In October and November, Voices on Addiction is partnering with Kitchen Table Literary Arts and its creator, Sheree Greer.
Sheree L. Greer founded Kitchen Table Literary Arts (KTLA) in 2014. Having relocated to Tampa Bay after graduate school in Chicago, Sheree was looking for community, namely a community of BIPOC women and femme-identified queer writers who were committed to craft and supporting each other’s work. When she couldn’t find that specific community, she decided to create it. Born from informal writing meetups on her front porch, a local taco spot, and public libraries, KTLA became a literary arts organization dedicated to supporting and showcasing BIPOC women and femme-identified nonbinary writers in and around Tampa Bay. KTLA Arts is built upon the tradition and legacy of Kitchen Table Press, founded in 1980 by Barbara Smith, Cherríe Moraga, and Hattie Gosett. The tradition of creating and holding space for historically resilient but marginalized voices is at the core of KTLA’s work. This year, KTLA celebrates nine years of community-building and support for writers and readers alike, with book clubs, short story clubs, retreats, workshops, and online classes, as well as community partnerships with foster homes, alternative education spaces, and direct service organizations who serve individuals impacted by abuse, poverty, and/or displacement. KTLA is ever committed to amplifying voices and narratives that dismantle preconceived notions of what it means to be a writer and who gets to be a writer, a dedication that ultimately supports BIPOC writers disrupting the status quo in the literary arts space and beyond.

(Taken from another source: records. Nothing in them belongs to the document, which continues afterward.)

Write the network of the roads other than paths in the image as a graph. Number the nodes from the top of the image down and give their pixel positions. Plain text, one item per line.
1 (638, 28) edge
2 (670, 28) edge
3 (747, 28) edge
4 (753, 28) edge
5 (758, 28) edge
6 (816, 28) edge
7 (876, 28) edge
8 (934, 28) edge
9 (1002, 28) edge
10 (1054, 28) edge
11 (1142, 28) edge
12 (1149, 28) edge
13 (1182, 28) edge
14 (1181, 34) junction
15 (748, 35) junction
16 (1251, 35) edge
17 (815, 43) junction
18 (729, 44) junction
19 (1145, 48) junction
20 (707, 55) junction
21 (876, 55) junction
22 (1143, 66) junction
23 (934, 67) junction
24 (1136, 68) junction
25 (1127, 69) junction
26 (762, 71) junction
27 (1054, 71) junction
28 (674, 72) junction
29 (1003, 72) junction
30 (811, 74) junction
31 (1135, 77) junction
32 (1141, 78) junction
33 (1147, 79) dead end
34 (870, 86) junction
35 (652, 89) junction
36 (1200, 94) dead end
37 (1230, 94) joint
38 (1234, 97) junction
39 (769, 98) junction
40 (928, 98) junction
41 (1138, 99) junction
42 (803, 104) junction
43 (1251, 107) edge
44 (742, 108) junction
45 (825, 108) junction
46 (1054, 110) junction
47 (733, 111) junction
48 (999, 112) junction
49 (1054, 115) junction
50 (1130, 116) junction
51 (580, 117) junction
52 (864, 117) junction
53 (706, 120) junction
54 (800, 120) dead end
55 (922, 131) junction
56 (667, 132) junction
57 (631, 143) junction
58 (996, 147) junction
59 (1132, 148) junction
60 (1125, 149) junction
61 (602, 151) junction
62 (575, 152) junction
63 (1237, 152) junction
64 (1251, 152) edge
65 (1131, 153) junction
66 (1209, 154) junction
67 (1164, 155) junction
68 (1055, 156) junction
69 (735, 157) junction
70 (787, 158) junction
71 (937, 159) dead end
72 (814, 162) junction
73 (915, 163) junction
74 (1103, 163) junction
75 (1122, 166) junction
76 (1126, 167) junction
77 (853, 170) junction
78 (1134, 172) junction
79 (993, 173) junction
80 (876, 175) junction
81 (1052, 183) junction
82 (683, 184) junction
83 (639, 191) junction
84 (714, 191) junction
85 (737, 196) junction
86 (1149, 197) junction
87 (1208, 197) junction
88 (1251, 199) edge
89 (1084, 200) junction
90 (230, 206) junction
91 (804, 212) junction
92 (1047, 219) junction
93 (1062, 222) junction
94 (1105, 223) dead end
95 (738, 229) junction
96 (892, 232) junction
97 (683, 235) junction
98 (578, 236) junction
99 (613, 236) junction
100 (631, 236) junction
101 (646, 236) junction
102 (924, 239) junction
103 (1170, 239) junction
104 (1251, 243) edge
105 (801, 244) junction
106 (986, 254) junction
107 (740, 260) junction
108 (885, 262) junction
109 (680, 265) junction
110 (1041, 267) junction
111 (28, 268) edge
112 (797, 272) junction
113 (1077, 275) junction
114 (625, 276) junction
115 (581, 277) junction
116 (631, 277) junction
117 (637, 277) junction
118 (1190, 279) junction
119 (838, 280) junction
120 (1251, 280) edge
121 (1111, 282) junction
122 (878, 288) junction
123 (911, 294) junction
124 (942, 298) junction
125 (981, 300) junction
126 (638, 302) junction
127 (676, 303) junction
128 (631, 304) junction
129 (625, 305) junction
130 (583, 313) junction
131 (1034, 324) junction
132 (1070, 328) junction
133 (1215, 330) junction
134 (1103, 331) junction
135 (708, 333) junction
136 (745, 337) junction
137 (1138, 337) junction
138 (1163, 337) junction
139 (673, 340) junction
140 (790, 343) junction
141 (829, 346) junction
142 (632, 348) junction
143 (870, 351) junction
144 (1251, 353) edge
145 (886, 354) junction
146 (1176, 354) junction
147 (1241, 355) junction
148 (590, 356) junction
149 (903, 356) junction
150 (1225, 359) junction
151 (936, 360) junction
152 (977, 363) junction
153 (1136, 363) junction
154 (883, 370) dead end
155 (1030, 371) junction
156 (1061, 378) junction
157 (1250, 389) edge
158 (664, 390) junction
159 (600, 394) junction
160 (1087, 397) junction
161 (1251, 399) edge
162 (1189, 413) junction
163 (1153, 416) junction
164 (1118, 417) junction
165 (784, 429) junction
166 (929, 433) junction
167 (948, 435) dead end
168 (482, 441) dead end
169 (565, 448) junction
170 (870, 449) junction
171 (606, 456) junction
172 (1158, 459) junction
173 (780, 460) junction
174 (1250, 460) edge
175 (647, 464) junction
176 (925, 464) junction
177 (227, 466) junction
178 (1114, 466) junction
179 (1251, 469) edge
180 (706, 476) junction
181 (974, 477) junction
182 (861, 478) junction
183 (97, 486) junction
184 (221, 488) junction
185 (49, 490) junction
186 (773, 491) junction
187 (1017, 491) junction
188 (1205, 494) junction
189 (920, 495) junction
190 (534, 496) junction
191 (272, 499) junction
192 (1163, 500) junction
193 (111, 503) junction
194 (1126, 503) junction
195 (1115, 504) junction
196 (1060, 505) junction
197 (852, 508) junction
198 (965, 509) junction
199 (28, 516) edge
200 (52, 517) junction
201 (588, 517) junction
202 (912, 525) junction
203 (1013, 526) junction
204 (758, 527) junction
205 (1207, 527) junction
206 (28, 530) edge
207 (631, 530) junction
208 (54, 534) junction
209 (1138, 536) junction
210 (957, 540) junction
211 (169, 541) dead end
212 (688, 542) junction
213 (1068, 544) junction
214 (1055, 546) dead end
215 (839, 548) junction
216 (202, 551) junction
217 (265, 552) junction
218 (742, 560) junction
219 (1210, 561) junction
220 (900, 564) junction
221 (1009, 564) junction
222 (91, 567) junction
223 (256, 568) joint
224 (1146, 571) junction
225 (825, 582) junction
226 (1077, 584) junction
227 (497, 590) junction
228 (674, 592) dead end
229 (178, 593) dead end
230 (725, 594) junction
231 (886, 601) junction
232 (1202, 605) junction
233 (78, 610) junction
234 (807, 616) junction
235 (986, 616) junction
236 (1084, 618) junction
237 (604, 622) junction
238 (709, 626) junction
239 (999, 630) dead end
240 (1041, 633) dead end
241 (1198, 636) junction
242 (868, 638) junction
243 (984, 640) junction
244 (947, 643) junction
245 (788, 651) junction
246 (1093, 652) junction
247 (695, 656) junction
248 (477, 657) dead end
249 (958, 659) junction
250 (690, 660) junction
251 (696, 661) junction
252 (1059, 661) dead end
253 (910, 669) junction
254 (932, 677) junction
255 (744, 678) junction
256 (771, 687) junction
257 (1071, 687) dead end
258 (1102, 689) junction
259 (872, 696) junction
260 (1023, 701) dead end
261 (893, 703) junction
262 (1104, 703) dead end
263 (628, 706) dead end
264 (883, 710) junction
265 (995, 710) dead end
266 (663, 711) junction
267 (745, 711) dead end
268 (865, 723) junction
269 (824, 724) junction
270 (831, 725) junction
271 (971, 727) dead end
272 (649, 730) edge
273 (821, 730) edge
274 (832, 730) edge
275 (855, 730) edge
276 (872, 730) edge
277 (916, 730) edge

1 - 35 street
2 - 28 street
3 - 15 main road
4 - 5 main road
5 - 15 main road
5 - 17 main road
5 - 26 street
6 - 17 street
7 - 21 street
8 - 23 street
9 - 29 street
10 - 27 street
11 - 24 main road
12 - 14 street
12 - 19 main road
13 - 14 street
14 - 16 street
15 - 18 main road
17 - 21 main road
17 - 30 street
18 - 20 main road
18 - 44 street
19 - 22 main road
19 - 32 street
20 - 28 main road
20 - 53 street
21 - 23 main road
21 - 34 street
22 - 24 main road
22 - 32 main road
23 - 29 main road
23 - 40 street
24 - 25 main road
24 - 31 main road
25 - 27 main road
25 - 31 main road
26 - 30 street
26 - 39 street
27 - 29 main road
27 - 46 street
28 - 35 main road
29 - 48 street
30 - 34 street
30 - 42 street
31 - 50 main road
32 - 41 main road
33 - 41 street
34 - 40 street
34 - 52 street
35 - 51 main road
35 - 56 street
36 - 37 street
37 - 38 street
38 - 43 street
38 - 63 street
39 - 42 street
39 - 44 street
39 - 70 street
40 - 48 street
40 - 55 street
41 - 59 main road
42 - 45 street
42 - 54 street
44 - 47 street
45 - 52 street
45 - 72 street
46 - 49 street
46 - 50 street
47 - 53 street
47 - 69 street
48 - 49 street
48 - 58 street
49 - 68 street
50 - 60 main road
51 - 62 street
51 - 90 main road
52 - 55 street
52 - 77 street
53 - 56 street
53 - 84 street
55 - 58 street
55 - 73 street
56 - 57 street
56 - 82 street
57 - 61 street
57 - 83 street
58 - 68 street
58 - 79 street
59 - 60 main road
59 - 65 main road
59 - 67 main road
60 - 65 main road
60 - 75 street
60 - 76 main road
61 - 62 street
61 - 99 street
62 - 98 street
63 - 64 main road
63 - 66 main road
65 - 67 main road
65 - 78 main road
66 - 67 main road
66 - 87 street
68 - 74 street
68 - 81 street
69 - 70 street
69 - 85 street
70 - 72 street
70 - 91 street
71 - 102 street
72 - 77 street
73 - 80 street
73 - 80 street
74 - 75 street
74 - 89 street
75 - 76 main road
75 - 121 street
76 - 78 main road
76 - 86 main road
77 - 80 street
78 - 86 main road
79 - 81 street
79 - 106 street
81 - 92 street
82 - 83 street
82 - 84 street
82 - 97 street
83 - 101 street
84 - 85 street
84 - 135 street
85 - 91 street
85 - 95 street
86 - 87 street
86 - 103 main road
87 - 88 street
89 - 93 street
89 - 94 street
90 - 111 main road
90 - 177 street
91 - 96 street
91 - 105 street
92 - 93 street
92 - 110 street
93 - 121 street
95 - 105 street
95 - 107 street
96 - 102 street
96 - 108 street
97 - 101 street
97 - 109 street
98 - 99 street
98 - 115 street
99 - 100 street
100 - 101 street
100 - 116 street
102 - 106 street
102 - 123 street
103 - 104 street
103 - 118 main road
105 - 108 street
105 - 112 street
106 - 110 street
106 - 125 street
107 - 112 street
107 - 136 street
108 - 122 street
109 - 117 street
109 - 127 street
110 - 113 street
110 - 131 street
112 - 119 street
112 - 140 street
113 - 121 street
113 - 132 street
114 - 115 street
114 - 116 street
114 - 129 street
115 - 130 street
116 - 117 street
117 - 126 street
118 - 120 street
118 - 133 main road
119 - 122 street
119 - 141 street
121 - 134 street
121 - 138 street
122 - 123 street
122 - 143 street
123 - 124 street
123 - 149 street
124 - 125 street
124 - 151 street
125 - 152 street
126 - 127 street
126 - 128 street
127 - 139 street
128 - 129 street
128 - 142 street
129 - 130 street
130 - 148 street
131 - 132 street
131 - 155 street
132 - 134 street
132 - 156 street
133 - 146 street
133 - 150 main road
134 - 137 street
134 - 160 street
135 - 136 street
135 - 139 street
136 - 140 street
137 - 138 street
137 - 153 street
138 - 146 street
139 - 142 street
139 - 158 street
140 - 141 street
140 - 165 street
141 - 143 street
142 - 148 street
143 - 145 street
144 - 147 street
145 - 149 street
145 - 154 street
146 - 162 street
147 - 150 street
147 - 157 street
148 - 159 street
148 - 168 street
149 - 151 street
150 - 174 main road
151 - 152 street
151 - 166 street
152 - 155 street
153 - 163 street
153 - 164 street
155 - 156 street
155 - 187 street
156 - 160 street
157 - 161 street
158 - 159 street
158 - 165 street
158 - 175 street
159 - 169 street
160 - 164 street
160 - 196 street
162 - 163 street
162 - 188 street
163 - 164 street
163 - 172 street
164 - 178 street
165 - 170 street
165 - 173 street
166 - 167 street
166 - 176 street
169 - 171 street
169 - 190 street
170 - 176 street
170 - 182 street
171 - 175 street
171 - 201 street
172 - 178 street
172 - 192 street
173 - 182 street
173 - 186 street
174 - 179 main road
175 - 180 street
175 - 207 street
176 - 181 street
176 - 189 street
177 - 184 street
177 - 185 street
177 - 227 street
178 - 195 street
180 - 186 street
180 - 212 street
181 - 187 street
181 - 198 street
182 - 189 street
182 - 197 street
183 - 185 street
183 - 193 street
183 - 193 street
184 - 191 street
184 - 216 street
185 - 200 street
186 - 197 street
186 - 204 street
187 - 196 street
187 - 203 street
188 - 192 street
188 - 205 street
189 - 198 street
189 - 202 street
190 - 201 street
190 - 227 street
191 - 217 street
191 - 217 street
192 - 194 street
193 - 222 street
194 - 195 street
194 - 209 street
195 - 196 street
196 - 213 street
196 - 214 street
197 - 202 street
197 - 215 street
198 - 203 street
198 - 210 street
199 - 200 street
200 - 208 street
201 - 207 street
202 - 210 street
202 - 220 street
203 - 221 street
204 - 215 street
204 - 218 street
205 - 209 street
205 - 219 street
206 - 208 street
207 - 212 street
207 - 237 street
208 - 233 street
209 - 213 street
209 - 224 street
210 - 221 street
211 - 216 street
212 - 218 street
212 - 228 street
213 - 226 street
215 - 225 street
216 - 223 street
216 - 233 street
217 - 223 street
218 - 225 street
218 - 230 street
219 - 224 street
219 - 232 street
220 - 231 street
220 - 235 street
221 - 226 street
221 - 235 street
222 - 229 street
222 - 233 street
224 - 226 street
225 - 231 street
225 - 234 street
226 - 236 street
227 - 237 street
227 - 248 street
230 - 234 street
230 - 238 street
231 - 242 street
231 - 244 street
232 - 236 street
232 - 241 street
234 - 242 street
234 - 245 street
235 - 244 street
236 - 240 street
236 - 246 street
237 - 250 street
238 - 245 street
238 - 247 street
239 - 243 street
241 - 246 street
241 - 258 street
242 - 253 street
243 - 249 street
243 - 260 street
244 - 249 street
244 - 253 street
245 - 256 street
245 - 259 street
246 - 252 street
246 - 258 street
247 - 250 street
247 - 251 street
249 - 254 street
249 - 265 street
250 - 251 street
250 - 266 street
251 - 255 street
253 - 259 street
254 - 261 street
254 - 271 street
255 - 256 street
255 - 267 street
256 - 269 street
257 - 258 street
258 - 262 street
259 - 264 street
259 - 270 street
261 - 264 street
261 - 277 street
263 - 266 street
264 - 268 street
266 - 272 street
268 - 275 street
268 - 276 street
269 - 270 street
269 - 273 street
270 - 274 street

“I promise I’m not trying to die,” I tell my therapist, and she nods.
We both know I’m lying. It’s 2019, and we’re sitting on beanbag chairs on the floor in her Florida office. The room is cozy and dimly lit with rainbow lights. The rug beneath us looks like the galaxy, a mixture of midnight blue, cobalt, and turquoise with scattered stars.
Most of the walls are covered with paintings and picture frames. By the door, there’s a painting of an orange monarch butterfly perched on a pink flower. I use it as my anchor. Whenever I feel overwhelmed, I silently stare at that painting to ground myself. With each glance, I concentrate on a different color, like the green grass or the blue sky. I look at it often, especially when we’re talking about the food I’m not eating.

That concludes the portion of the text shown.